HC Deb 06 March 1996 vol 273 cc370-1

5 pm

Ms Janet Anderson (Rossendale and Darwen)

I beg to move, That leave be given to bring in a Bill to make provision for a new criminal offence of stalking and for a prohibitory order with criminal sanctions against stalking; and for related purposes. I am grateful for this opportunity to raise an issue of importance to women in the week of International Women's Day. There has been much publicity this week about Tracey Sant, who suffered a three-year hate campaign of a former colleague Anthony Burstow. The details almost defy credibility. Burstow's unpleasant activities included sending Miss Sant a soiled sanitary towel, stealing her underwear from a washing line, pouring solvent over her car and writing her sinister notes—all because when Miss Sant decided to end their friendship, Burstow refused to accept it. He embarked on an excessive campaign that has left an indelible mark on her health and life. Earlier this week, Reading Crown court gaoled him for three years for inflicting psychological grievous bodily harm.

That was the first case of a stalker being convicted of grievous bodily harm, but it took five days of tortuous legal wrangling before the court was able to reach a decision. The reason is simple: the law is inadequate to deal with the problem. That is why the police sergeant involved in the case has called for action to make it easier to prosecute stalkers.

The Police Federation has also come out in favour of a specific crime of stalking. The editorial in Police last month revealed that the police annual conference will call on the Government to introduce laws to combat such criminal harassment. As it pointed out: it is frightening enough knowing your every move is being watched, that you are being followed. But what if you are being trailed day after day, bombarded with unwanted letters, flowers and gifts, plagued with telephone calls and even go to collect your child from school to find a stranger has beaten you to it. It can ruin your life and that is what is happening now to ordinary people, mainly women.

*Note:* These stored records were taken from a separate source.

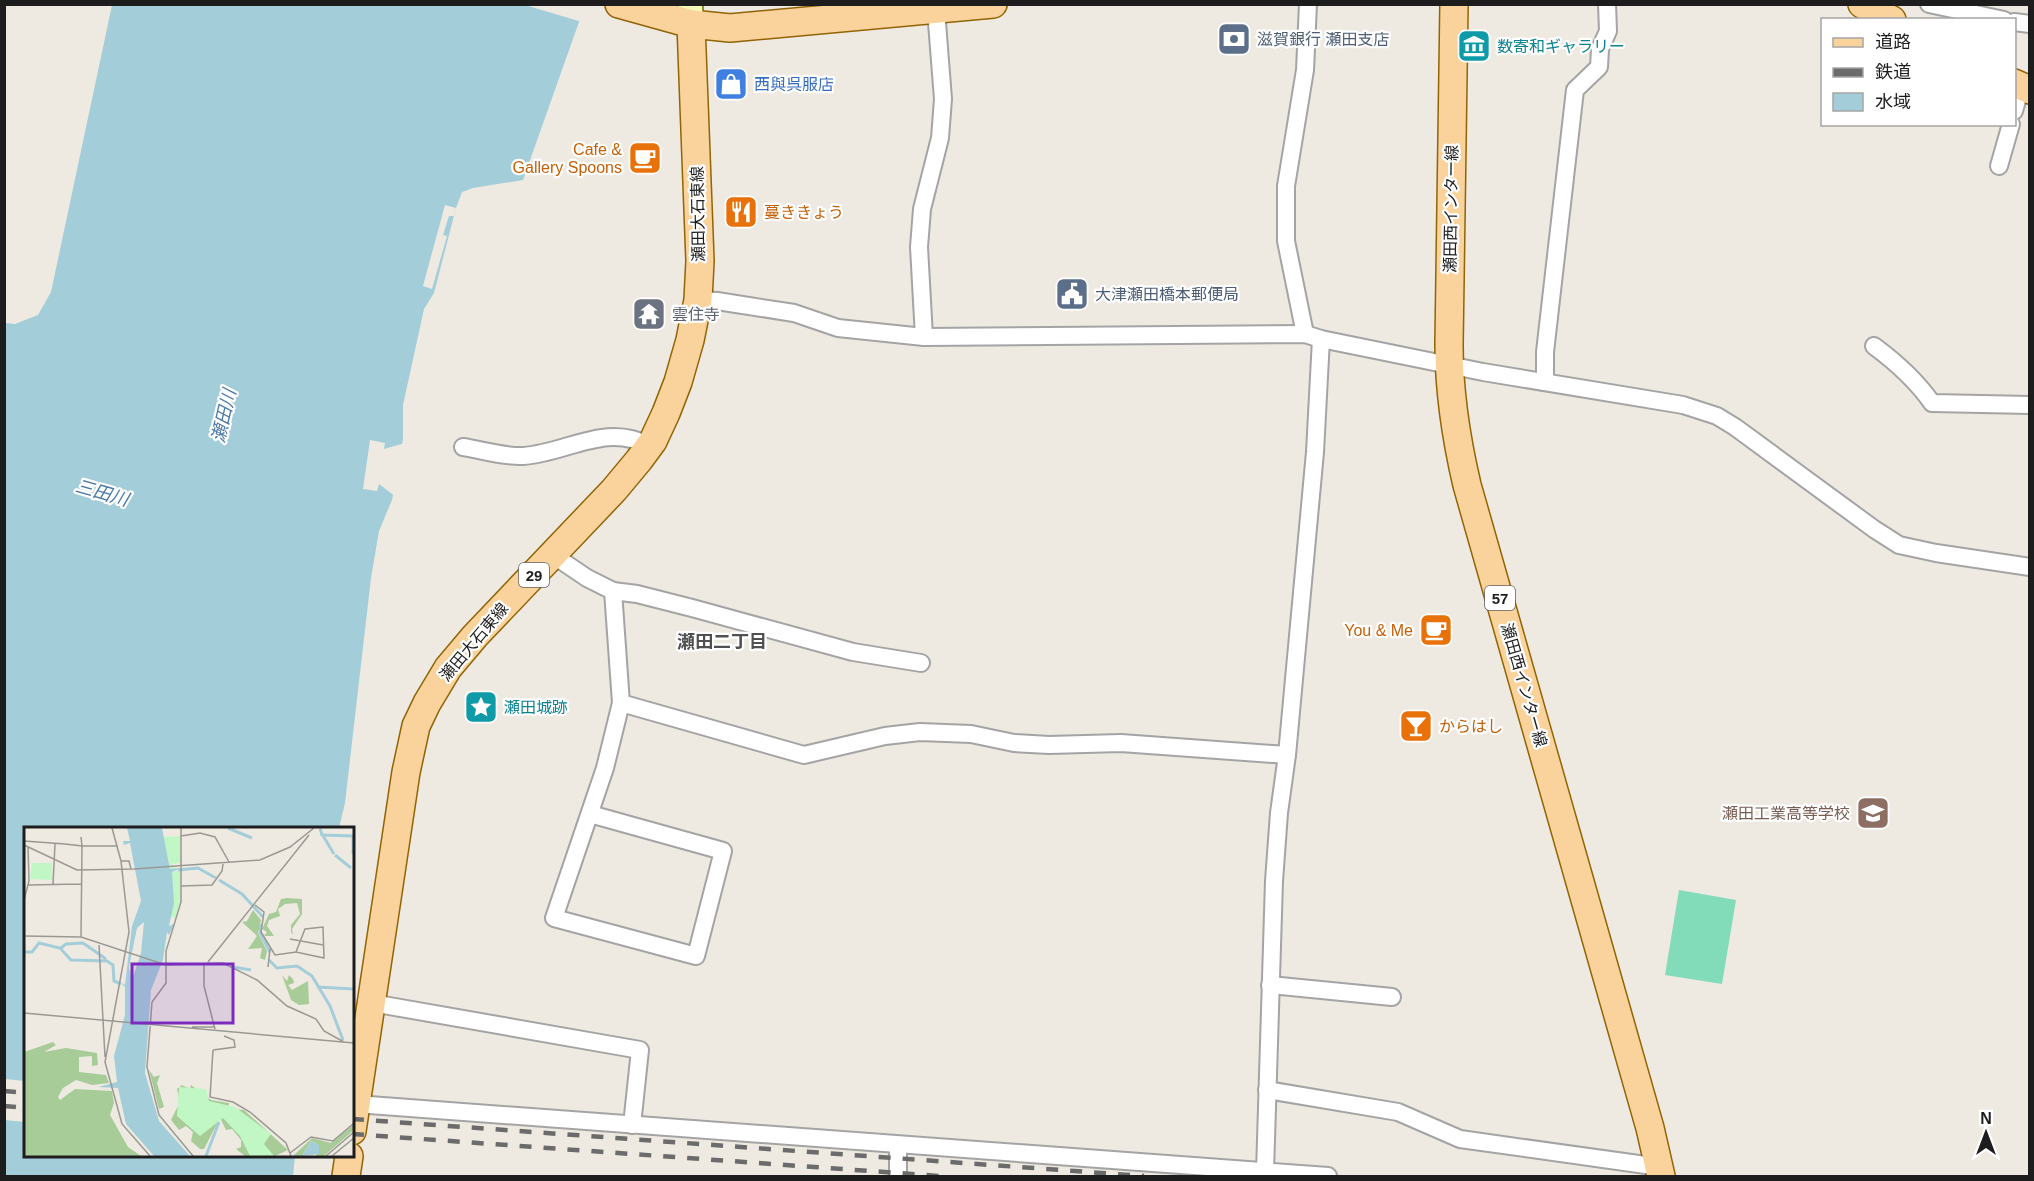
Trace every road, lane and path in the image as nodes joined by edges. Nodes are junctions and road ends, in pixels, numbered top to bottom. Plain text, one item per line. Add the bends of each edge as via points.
1 (619, 4) edge
2 (993, 4) edge
3 (1308, 4) edge
4 (1454, 4) edge
5 (1607, 4) edge
6 (1862, 4) edge
7 (1929, 4) edge
8 (936, 10) junction
9 (690, 14) edge
10 (1888, 18) edge
11 (1995, 18) edge
12 (2010, 126) edge
13 (1999, 166) dead end
14 (698, 300) junction
15 (924, 337) junction
16 (1313, 337) junction
17 (1874, 346) dead end
18 (1449, 366) junction
19 (1545, 382) junction
20 (2030, 405) edge
21 (650, 446) junction
22 (463, 447) dead end
23 (553, 555) junction
24 (2030, 567) edge
25 (613, 591) junction
26 (921, 663) dead end
27 (621, 703) junction
28 (1287, 756) junction
29 (590, 814) junction
30 (1270, 985) junction
31 (1392, 997) dead end
32 (372, 1003) junction
33 (1267, 1090) junction
34 (356, 1104) junction
35 (354, 1118) edge
36 (632, 1125) junction
37 (898, 1146) junction
38 (349, 1157) edge
39 (1265, 1172) junction
40 (1661, 1172) edge
41 (346, 1176) edge
42 (898, 1176) edge
43 (1328, 1176) edge

1 - 9 main road via 654,15
2 - 8 main road
3 - 16 street via 1305,70 1286,186 1286,241
4 - 18 main road, 瀬田西インター線 / 57
5 - 19 street via 1608,31 1600,49 1599,67 1575,90 1545,352
6 - 10 main road
7 - 11 street
8 - 9 main road via 730,27
8 - 15 street via 943,99 940,138 922,209 919,247
9 - 14 main road, 瀬田大石東線 / 29 via 700,261
12 - 13 street
14 - 15 street via 794,313 838,328
14 - 21 main road, 瀬田大石東線 / 29 via 678,382
15 - 16 street
16 - 18 street
16 - 28 street via 1315,452
17 - 20 street via 1918,383 1932,403
18 - 19 street
18 - 40 main road, 瀬田西インター線 / 57 via 1457,441 1467,485
19 - 24 street via 1699,409 1735,427 1899,545
21 - 22 street via 636,438 595,438 521,456
21 - 23 main road, 瀬田大石東線 / 29
23 - 25 street
23 - 32 main road, 瀬田大石東線 / 29 via 448,668 416,726
25 - 26 street via 638,594 853,652
25 - 27 street
27 - 28 street via 804,755 920,732 971,734 1014,743 1121,743
27 - 29 street
28 - 30 street via 1278,824
29 - 29 street via 554,918 696,956 723,851
30 - 31 street
30 - 33 street
32 - 34 main road, 瀬田大石東線 / 29
32 - 36 street via 640,1050
33 - 39 street
33 - 40 street via 1398,1112 1460,1139
34 - 35 main road, 瀬田大石東線 / 29
34 - 36 street
36 - 37 street
37 - 39 street
37 - 42 street
38 - 41 main road
39 - 43 street

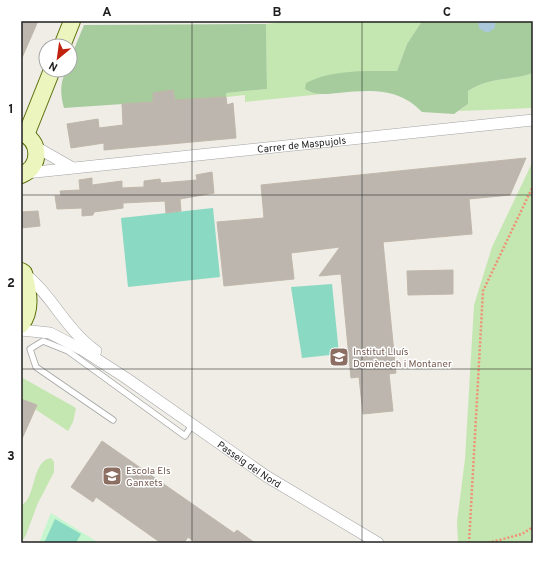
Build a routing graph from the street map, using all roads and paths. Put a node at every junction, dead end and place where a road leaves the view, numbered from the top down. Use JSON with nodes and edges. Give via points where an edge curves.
{"nodes":[{"id":1,"x":72,"y":21,"type":"edge"},
{"id":2,"x":65,"y":38,"type":"edge"},
{"id":3,"x":48,"y":78,"type":"edge"},
{"id":4,"x":533,"y":120,"type":"edge"},
{"id":5,"x":23,"y":134,"type":"edge"},
{"id":6,"x":36,"y":147,"type":"junction"},
{"id":7,"x":71,"y":167,"type":"junction"},
{"id":8,"x":24,"y":174,"type":"edge"},
{"id":9,"x":533,"y":186,"type":"edge"},
{"id":10,"x":22,"y":272,"type":"edge"},
{"id":11,"x":21,"y":325,"type":"edge"},
{"id":12,"x":21,"y":330,"type":"edge"},
{"id":13,"x":126,"y":378,"type":"junction"},
{"id":14,"x":113,"y":420,"type":"dead end"},
{"id":15,"x":192,"y":425,"type":"junction"},
{"id":16,"x":533,"y":527,"type":"edge"},
{"id":17,"x":378,"y":543,"type":"edge"},
{"id":18,"x":469,"y":543,"type":"edge"},
{"id":19,"x":488,"y":543,"type":"edge"}],
"edges":[{"from":1,"to":2,"type":"street"},
{"from":3,"to":5,"type":"street"},
{"from":4,"to":7,"type":"street","name":"Carrer de Maspujols"},
{"from":5,"to":6,"type":"street"},
{"from":6,"to":7,"type":"street"},
{"from":6,"to":8,"type":"street","via":[[36,162]]},
{"from":7,"to":8,"type":"street","name":"Carrer de Maspujols"},
{"from":9,"to":18,"type":"path","via":[[483,291]]},
{"from":10,"to":11,"type":"street","via":[[29,307]]},
{"from":10,"to":13,"type":"street","name":"Passeig del Nord","via":[[36,282],[85,343]]},
{"from":12,"to":13,"type":"street","name":"Passeig del Nord","via":[[50,333],[81,349]]},
{"from":13,"to":15,"type":"street","name":"Passeig del Nord"},
{"from":14,"to":15,"type":"lane","via":[[36,367],[30,349],[43,341],[68,351],[185,436]]},
{"from":15,"to":17,"type":"street","name":"Passeig del Nord","via":[[266,476]]},
{"from":16,"to":19,"type":"path","via":[[522,534]]}]}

Vanessa Kennedy, a constituent of my hon. Friend the Member for Lewisham, East (Mrs. Prentice), was subjected to an eight-year ordeal that she describes as psychological torture. She still lives in fear of the man who has forced her to change her identity, destroyed her family and driven her to move house. She has attempted to commit suicide four times. Vanessa claims that Laurence Hammond threatened to cut her into pieces and make her pay for her rejection of him. He would describe in detail how he would torture her and other women; the images were terrible, and still give her nightmares.

Those who describe stalking as merely a nuisance should try speaking to a victim. They are mistaken if they think that just celebrities and members of the royal family suffer. The stories of ordinary women's lives that are devastated by the actions of obsessive former partners, or sometimes complete strangers, go largely unreported. Only victims who can afford to or who are entitled to legal aid can resort to civil law. Even then, an injunction is often not worth the paper on which it is written.

When ordinary victims turn to the police for help, the police are sympathetic, but tell them that, other than giving them a mobile phone, possibly installing a panic button in their home and driving past their house every so often, there is very little that they can do. Stalkers know that; when they are convicted of offences such as breach of the peace and making nuisance telephone calls, they learn to restrict their behaviour, keeping just within the law.

The unwanted attention can go on for months, even years. Some victims close to breakdown have felt that the only way in which to escape their stalker is to flee abroad. Others, their lives in tatters, can only pray that their tormentor will tire and move on, or be imprisoned for another offence. While the targets of obsession go on suffering, police officers throughout Britain are frustrated and angry about the absence of a specific offence of stalking.

During the passage of the Criminal Justice and Public Order Act 1994, an amendment that would have introduced a new offence of stalking, which was supported by Labour members of the Committee, was voted down by the Government. At the time, we deplored the Government's failure to take the opportunity to provide protection for women who are subjected to obsessive and frightening harassment.

British women who have been stalked are frustrated by the inadequacy of British law. In the words of one: You get to the stage where you think the only way the police will take action is if he sticks a knife in you". It is time that Britain followed the example of Canada, America and Australia, where stalking is a crime.

The National Anti-Stalking and Harassment Campaign recently submitted detailed proposals to the Home Office that would give greater protection to victims of stalking. If stalkers are not stopped, they can go on to assault the object of their obsession; in extreme cases, they may commit rape, and they may even commit murder, with which the family of Catherine Ayling is still struggling to come to terms. We must have new legislation to put an end to such a travesty of justice, which destroys the lives of many women. Stalking must be made a crime.

Question put and agreed to.

Bill ordered to be brought in by Ms Janet Anderson, Ms Tessa Jowell, Mrs. Bridget Prentice, Mrs. Alice Mahon, Ms Ann Coffey, Mrs. Margaret Hodge, Mr. Mike O'Brien, Ms Jean Corston, Mrs. Helen Jackson, Mr. Don Touhig, Mrs. Anne Campbell and Mrs. Maria Fyfe.